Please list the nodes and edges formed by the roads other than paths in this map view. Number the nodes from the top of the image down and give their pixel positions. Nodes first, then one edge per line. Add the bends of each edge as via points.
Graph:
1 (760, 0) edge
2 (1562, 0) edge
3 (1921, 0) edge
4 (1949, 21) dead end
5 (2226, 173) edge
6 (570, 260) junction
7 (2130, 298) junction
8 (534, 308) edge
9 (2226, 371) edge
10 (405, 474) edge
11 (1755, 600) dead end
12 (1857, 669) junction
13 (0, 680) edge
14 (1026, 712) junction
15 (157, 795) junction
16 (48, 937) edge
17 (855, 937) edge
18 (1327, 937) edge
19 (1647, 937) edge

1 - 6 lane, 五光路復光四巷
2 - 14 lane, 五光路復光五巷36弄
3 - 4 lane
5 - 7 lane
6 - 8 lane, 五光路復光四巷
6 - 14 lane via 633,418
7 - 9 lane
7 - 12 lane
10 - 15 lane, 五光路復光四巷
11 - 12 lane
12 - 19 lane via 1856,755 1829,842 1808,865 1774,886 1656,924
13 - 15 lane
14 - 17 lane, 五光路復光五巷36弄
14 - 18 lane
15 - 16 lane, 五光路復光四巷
§ §
**To do**: What you should produce is an exact restatement of all the material.

**Answer to the problem**:
Please list the nodes and edges formed by the roads other than paths in this map view. Number the nodes from the top of the image down and give their pixel positions. Nodes first, then one edge per line. Add the bends of each edge as via points.
Graph:
1 (760, 0) edge
2 (1562, 0) edge
3 (1921, 0) edge
4 (1949, 21) dead end
5 (2226, 173) edge
6 (570, 260) junction
7 (2130, 298) junction
8 (534, 308) edge
9 (2226, 371) edge
10 (405, 474) edge
11 (1755, 600) dead end
12 (1857, 669) junction
13 (0, 680) edge
14 (1026, 712) junction
15 (157, 795) junction
16 (48, 937) edge
17 (855, 937) edge
18 (1327, 937) edge
19 (1647, 937) edge

1 - 6 lane, 五光路復光四巷
2 - 14 lane, 五光路復光五巷36弄
3 - 4 lane
5 - 7 lane
6 - 8 lane, 五光路復光四巷
6 - 14 lane via 633,418
7 - 9 lane
7 - 12 lane
10 - 15 lane, 五光路復光四巷
11 - 12 lane
12 - 19 lane via 1856,755 1829,842 1808,865 1774,886 1656,924
13 - 15 lane
14 - 17 lane, 五光路復光五巷36弄
14 - 18 lane
15 - 16 lane, 五光路復光四巷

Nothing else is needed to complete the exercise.